Can't find strings that aren't words in Django Haystick/Elasticsearch

Question

I'm using Django Haystack with Elasticsearch as the backend for a real-time flight mapping service.

I have all my search indexes set up correctly, however, I'm having trouble returning results for searches that aren't full words (such as aviation callsigns, some of which take the style N346IF, others include full words such as in Speedbird 500). The N346IF style of query doesn't yield any results, whereas I can easily return results for the latter example.

I make my query as below:

queryResults = SearchQuerySet().filter(content=q) # where q is the query in string format

(note that in the past I used the AutoQuery queryset, but the documentation lists that this only tracks words, so I'm passing a raw string now).

I have my search index fields setup as EdgeNgramField with search templates.

I have a custom backend with the following index settings (as well as both the snowball analyzer and the pattern analyzer):

ELASTICSEARCH_INDEX_SETTINGS = {
    'settings': {
        "analysis": {
            "analyzer": {
                "ngram_analyzer": {
                    "type": "custom",
                    "tokenizer": "lowercase",
                    "filter": ["haystack_ngram"]
                },
                "edgengram_analyzer": {
                    "type": "custom",
                    "tokenizer": "lowercase",
                    "filter": ["haystack_edgengram"]
                }
            },
            "tokenizer": {
                "haystack_ngram_tokenizer": {
                    "type": "nGram",
                    "min_gram": 4,
                    "max_gram": 15,
                },
                "haystack_edgengram_tokenizer": {
                    "type": "edgeNGram",
                    "min_gram": 4,
                    "max_gram": 15,
                    "side": "front"
                }
            },
            "filter": {
                "haystack_ngram": {
                    "type": "nGram",
                    "min_gram": 4,
                    "max_gram": 15
                },
                "haystack_edgengram": {
                    "type": "edgeNGram",
                    "min_gram": 4,
                    "max_gram": 15
                }
            }
        }
    }
}

ELASTICSEARCH_DEFAULT_ANALYZER = "pattern"

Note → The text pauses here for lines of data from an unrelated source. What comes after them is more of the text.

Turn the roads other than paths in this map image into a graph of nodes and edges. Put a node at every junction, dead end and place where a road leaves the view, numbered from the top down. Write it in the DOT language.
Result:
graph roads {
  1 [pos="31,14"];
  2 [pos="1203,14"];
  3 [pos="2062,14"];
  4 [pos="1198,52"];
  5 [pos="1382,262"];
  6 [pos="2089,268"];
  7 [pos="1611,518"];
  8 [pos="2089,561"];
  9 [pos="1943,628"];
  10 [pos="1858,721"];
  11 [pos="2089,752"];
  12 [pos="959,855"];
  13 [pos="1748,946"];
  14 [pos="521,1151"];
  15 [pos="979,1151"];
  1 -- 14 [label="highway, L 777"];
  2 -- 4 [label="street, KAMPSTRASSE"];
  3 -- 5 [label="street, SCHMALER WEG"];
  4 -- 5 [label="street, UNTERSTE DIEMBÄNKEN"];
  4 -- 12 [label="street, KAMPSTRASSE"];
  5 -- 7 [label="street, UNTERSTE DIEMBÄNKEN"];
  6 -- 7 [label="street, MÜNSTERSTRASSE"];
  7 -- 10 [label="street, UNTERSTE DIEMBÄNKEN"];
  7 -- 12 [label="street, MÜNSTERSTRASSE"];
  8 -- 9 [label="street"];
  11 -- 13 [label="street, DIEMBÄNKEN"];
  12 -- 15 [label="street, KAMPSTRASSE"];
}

My backend is configured as:

class ConfigurableElasticBackend(ElasticsearchSearchBackend):

    def __init__(self, connection_alias, **connection_options):
        super(ConfigurableElasticBackend, self).__init__(
                                connection_alias, **connection_options)
        user_settings = getattr(settings, 'ELASTICSEARCH_INDEX_SETTINGS')
        if user_settings:
            setattr(self, 'DEFAULT_SETTINGS', user_settings)

class ConfigurableElasticBackend(ElasticsearchSearchBackend):

    DEFAULT_ANALYZER = "pattern"

    def __init__(self, connection_alias, **connection_options):
        super(ConfigurableElasticBackend, self).__init__(
                                connection_alias, **connection_options)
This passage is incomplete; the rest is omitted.